Belize and Guatemala are strategic territory in the war on drugs. The two countries span the entire Central American isthmus, from the Caribbean Sea to the Pacific Ocean, bordering Mexico. They are literally pressed up against North America and are staging areas for drug runners looking to move their illicit product north.

It’s estimated that about 80 per cent of South American cocaine headed into North America somehow transits Guatemalan territory.

Complicating any response to the instability posed by narco-traffickers in the region is the relatively small size of defence forces in both countries.

The Belize Defence Force, for example, has fewer than 1,500 troops, while the Guatemalan military has 15,000.

Canada has supported the training of Guatemalan troops in peace support operations, but it’s not clear how else the military is involved there.

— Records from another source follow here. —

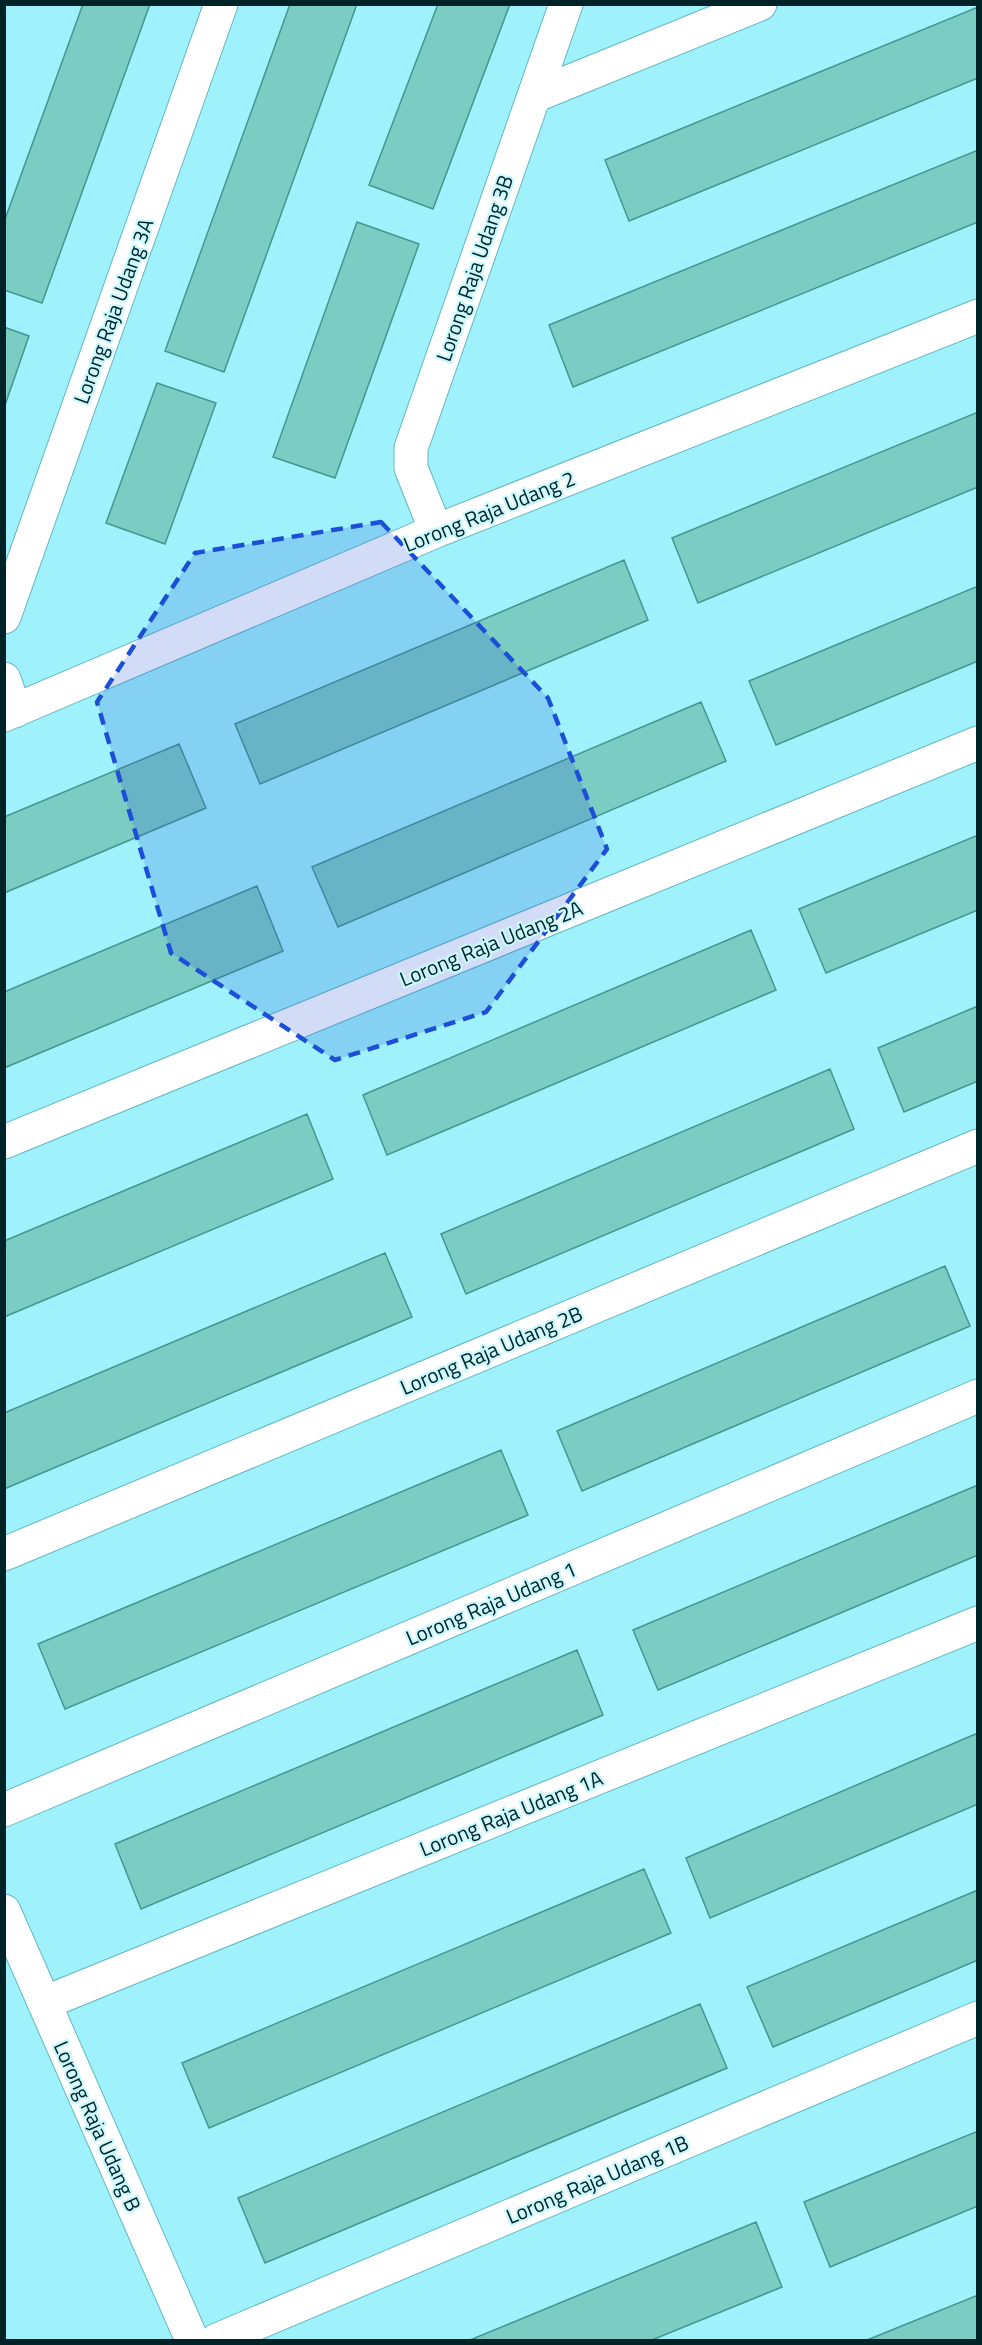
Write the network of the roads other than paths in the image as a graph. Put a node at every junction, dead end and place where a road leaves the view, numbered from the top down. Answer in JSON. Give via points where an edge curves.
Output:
{"nodes":[{"id":1,"x":221,"y":4,"type":"edge"},
{"id":2,"x":566,"y":4,"type":"edge"},
{"id":3,"x":760,"y":4,"type":"edge"},
{"id":4,"x":534,"y":96,"type":"junction"},
{"id":5,"x":978,"y":316,"type":"edge"},
{"id":6,"x":436,"y":531,"type":"junction"},
{"id":7,"x":4,"y":617,"type":"edge"},
{"id":8,"x":4,"y":679,"type":"edge"},
{"id":9,"x":10,"y":713,"type":"edge"},
{"id":10,"x":978,"y":743,"type":"edge"},
{"id":11,"x":4,"y":1142,"type":"edge"},
{"id":12,"x":978,"y":1146,"type":"edge"},
{"id":13,"x":978,"y":1396,"type":"edge"},
{"id":14,"x":4,"y":1554,"type":"edge"},
{"id":15,"x":978,"y":1623,"type":"edge"},
{"id":16,"x":4,"y":1810,"type":"edge"},
{"id":17,"x":4,"y":1911,"type":"edge"},
{"id":18,"x":44,"y":2003,"type":"junction"},
{"id":19,"x":978,"y":2018,"type":"edge"},
{"id":20,"x":192,"y":2340,"type":"edge"},
{"id":21,"x":217,"y":2340,"type":"edge"}],
"edges":[{"from":1,"to":7,"type":"street","name":"Lorong Raja Udang 3A"},
{"from":2,"to":4,"type":"street","name":"Lorong Raja Udang 3B"},
{"from":3,"to":4,"type":"street"},
{"from":4,"to":6,"type":"street","name":"Lorong Raja Udang 3B","via":[[411,448],[411,468]]},
{"from":5,"to":6,"type":"street","name":"Lorong Raja Udang 2"},
{"from":6,"to":9,"type":"street","name":"Lorong Raja Udang 2"},
{"from":8,"to":9,"type":"street"},
{"from":10,"to":11,"type":"street","name":"Lorong Raja Udang 2A"},
{"from":12,"to":14,"type":"street","name":"Lorong Raja Udang 2B"},
{"from":13,"to":16,"type":"street","name":"Lorong Raja Udang 1"},
{"from":15,"to":18,"type":"street","name":"Lorong Raja Udang 1A"},
{"from":17,"to":18,"type":"street","name":"Lorong Raja Udang B"},
{"from":18,"to":20,"type":"street","name":"Lorong Raja Udang B"},
{"from":19,"to":21,"type":"street","name":"Lorong Raja Udang 1B"}]}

Despite Beare’s mention of Guatemala as an area of military focus, the Defence Department has not provided any information in response to CBC News questions about Canadian efforts there.

But it’s clear the area matters to the military. The former Chief of the Defence Staff, Walt Natynczyk, visited Guatemala City to meet senior defence officials there in 2011.

Beare says Canada’s contributions to the region are significant, though still small.

“You’re not seeing battalions and fleets and squadrons of aircraft,” he said. “What we’re doing there is persistent engagement, co-operation and collaboration with our partners in the hemisphere, to help raise their capacities, improve our network in the region, so we can respond to contingencies there.”

In January, The Canadian Press reported government documents it obtained showed the situation in Belize was deteriorating because of drug violence.

It also reported Defence Minister Peter MacKay was briefed that Belize was of increasing importance to Canada, “due to the increasingly precarious security situation in Central America, particularly along the Belize-Mexico border.”